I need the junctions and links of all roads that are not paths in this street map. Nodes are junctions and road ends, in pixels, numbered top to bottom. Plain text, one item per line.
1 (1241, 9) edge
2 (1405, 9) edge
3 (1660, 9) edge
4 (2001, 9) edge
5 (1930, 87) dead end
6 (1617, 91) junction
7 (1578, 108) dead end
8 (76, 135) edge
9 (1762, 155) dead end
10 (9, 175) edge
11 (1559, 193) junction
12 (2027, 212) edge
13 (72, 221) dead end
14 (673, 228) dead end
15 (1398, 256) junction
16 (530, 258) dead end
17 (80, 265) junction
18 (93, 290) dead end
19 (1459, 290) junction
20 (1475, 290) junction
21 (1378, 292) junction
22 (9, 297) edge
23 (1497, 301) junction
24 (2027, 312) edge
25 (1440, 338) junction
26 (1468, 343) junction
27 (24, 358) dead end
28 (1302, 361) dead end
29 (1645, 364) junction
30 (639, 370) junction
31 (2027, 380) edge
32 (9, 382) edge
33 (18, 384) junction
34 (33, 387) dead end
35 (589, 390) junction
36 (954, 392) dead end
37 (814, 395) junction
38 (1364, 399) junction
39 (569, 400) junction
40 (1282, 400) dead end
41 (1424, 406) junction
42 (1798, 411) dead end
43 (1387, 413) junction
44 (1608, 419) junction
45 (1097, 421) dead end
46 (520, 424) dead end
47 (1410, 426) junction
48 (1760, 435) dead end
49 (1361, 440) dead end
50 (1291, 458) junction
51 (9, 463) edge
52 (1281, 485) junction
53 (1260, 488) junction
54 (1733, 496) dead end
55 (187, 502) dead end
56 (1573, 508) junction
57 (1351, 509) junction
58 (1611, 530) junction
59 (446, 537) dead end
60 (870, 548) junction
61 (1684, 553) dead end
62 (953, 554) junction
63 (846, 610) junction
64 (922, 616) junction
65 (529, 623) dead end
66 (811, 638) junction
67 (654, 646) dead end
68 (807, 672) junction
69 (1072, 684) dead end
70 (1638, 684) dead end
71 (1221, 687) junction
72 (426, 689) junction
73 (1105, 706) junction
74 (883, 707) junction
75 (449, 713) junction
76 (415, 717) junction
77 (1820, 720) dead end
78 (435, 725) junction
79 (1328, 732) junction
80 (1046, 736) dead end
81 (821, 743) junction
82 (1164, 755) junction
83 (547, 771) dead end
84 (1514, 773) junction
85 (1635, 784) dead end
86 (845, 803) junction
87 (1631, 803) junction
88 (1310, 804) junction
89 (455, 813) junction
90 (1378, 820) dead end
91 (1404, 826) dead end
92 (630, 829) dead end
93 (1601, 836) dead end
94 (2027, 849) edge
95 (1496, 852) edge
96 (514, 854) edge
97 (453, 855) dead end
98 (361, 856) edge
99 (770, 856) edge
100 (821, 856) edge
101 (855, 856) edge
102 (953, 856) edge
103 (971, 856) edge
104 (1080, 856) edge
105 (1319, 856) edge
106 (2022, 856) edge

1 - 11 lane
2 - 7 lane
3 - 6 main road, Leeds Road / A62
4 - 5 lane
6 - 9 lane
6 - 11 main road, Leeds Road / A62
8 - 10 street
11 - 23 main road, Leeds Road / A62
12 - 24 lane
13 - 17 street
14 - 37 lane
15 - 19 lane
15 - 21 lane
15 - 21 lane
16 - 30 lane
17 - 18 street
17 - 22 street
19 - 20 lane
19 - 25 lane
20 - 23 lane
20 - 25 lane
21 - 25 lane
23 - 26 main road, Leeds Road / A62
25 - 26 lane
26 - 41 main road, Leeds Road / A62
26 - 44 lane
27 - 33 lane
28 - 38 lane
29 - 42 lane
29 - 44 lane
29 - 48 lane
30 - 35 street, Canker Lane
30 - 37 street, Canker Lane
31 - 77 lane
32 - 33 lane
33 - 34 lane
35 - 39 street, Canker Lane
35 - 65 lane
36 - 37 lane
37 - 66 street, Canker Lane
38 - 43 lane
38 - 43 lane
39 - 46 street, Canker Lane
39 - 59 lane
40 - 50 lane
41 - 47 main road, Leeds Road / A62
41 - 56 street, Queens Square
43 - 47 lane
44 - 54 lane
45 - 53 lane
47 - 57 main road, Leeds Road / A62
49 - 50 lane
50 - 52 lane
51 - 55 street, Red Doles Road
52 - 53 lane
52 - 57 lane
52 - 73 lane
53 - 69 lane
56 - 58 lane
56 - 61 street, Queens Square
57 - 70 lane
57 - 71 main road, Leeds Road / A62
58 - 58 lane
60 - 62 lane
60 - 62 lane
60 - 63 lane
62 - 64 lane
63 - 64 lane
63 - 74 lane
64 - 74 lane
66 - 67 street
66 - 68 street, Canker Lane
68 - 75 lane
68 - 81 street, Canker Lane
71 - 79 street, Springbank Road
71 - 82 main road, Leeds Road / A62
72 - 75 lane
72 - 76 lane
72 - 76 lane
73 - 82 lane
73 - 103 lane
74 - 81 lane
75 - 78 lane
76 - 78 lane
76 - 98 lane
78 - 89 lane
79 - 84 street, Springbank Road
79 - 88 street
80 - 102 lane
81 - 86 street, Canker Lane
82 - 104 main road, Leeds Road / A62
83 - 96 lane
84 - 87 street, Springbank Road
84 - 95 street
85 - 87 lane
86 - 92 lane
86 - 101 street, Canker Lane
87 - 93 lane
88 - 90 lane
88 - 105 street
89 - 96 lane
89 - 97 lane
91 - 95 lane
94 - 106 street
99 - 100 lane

- Exercise -
Extract every line above containing the word "Springbank".

- Exercise result -
71 - 79 street, Springbank Road
79 - 84 street, Springbank Road
84 - 87 street, Springbank Road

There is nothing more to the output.